Abstract
Maria Tsoli1, Jie Liu1, Laura Franshaw1, Han Shen1, Cecilia Cheng1, MoonSun Jung2, Swapna Joshi1, Anahid Ehteda1, Aaminah Khan1, Angel Montero-Carcabosso3, Pierre J. Dilda4, Philip Hogg5 and David S. Ziegler1,6
1Targeted Therapies Research Program, Children’s Cancer Institute, Lowy Cancer Research Centre, University of New South Wales, Sydney, New South Wales, Australia
2Experimental Therapeutics Program, Children’s Cancer Institute, Lowy Cancer Research Centre, University of New South Wales, Sydney, New South Wales, Australia
3Preclinical Therapeutics and Drug Delivery Research Program, Department of Oncology, Hospital Sant Joan de Déu, Barcelona, Spain
4Biophytis, UPMC, BC94, Paris, France
5ACRF Centenary Cancer Research Program, Centenary Institute, University of Sydney, Camperdown, New South Wales, Australia
6Kids Cancer Centre, Sydney’s Children Hospital, Randwick, New South Wales, Australia
Correspondence to:
David S. Ziegler, email: d.ziegler@unsw.edu.au
Keywords: DIPG; paediatric brain tumour; mitochondria; mTOR; PDGFR
Received: August 08, 2017 Accepted: January 02, 2018 Published: January 08, 2018
ABSTRACT
Diffuse Intrinsic Pontine Gliomas (DIPG) are the most devastating of all pediatric brain tumors.
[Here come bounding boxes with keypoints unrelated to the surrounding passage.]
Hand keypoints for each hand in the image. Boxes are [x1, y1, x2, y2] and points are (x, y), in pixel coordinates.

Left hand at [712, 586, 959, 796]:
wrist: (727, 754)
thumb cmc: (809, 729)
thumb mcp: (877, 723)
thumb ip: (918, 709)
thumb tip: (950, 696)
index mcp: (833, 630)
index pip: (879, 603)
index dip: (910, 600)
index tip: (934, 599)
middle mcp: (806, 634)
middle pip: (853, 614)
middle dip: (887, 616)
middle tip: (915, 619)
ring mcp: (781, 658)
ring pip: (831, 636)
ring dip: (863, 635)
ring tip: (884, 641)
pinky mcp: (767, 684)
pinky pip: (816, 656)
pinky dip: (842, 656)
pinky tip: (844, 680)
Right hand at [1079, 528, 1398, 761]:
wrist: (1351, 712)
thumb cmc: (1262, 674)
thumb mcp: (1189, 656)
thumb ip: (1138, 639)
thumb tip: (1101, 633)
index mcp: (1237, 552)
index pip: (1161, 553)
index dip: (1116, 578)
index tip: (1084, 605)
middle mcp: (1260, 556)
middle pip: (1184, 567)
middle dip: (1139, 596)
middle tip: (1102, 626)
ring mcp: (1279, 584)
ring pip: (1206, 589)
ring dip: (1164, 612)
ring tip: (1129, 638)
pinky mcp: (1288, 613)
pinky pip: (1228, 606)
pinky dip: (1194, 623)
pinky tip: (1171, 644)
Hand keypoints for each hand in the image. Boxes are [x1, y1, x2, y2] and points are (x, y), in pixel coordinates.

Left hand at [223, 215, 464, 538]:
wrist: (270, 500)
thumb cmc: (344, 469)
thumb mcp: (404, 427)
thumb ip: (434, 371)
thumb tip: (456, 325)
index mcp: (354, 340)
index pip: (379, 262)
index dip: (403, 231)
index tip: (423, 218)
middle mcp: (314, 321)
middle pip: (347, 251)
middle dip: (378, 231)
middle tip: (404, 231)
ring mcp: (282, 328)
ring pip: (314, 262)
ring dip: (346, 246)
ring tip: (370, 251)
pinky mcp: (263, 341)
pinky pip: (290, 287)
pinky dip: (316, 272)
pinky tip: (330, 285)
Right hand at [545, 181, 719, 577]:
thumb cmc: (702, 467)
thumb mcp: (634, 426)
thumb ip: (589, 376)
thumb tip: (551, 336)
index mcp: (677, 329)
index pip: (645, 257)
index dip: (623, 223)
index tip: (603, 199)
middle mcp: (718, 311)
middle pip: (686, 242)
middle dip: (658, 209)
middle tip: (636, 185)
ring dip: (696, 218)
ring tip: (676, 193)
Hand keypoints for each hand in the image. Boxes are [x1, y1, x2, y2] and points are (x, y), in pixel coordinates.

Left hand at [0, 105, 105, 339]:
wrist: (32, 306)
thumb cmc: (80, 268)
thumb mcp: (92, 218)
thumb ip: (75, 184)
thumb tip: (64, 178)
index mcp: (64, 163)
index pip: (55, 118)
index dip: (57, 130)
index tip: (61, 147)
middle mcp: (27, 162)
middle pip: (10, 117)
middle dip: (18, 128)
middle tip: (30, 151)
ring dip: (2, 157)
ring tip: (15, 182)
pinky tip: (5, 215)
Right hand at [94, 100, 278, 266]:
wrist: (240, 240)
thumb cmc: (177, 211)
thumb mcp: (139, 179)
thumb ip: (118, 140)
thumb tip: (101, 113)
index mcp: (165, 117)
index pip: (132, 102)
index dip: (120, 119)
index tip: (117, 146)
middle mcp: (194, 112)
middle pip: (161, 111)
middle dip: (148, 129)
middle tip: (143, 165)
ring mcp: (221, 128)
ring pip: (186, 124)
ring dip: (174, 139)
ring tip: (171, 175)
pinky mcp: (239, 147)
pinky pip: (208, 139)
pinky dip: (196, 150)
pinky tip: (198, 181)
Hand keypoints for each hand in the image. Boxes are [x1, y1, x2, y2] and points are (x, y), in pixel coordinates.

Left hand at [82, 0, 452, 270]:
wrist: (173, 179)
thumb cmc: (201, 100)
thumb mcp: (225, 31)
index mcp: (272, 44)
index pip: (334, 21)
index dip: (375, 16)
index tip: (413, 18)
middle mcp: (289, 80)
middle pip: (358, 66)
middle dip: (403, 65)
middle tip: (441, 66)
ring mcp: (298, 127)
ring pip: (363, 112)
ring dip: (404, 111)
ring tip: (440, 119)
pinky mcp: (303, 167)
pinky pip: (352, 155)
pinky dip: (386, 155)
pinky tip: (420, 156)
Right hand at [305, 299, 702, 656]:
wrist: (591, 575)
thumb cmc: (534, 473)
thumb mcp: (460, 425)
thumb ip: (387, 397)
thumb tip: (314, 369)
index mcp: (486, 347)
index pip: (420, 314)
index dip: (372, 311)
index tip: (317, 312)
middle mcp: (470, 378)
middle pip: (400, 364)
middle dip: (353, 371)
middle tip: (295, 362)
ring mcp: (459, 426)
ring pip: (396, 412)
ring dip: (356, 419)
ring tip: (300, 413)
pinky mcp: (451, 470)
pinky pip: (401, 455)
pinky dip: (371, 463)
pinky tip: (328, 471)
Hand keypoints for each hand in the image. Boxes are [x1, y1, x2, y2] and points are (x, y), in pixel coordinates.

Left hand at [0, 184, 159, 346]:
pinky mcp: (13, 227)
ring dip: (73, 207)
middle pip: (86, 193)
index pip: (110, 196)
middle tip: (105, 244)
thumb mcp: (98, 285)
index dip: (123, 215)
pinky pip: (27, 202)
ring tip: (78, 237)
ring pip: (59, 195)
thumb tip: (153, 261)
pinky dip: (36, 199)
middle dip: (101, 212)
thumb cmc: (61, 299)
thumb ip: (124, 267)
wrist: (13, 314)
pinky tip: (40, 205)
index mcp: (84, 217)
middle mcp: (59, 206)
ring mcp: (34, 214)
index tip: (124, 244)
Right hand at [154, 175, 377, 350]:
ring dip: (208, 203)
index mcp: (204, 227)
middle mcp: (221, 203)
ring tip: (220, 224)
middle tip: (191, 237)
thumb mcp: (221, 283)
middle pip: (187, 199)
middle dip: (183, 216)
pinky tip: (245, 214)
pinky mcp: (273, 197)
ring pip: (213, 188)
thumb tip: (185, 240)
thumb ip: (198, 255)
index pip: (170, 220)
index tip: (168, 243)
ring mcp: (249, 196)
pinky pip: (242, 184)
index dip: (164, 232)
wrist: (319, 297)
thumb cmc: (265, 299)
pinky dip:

They mostly affect young children and, as there are no effective treatments, almost all patients with DIPG will die of their tumor within 12 months of diagnosis. A key feature of this devastating tumor is its intrinsic resistance to all clinically available therapies. It has been shown that glioma development is associated with metabolic reprogramming, redox state disruption and resistance to apoptotic pathways. The mitochondrion is an attractive target as a key organelle that facilitates these critical processes. PENAO is a novel anti-cancer compound that targets mitochondrial function by inhibiting adenine nucleotide translocase (ANT). Here we found that DIPG neurosphere cultures express high levels of ANT2 protein and are sensitive to the mitochondrial inhibitor PENAO through oxidative stress, while its apoptotic effects were found to be further enhanced upon co-treatment with mTOR inhibitor temsirolimus. This combination therapy was found to act through inhibition of PI3K/AKT/mTOR pathway, HSP90 and activation of AMPK. In vivo experiments employing an orthotopic model of DIPG showed a marginal anti-tumour effect likely due to poor penetration of the inhibitors into the brain. Further testing of this anti-DIPG strategy with compounds that penetrate the BBB is warranted.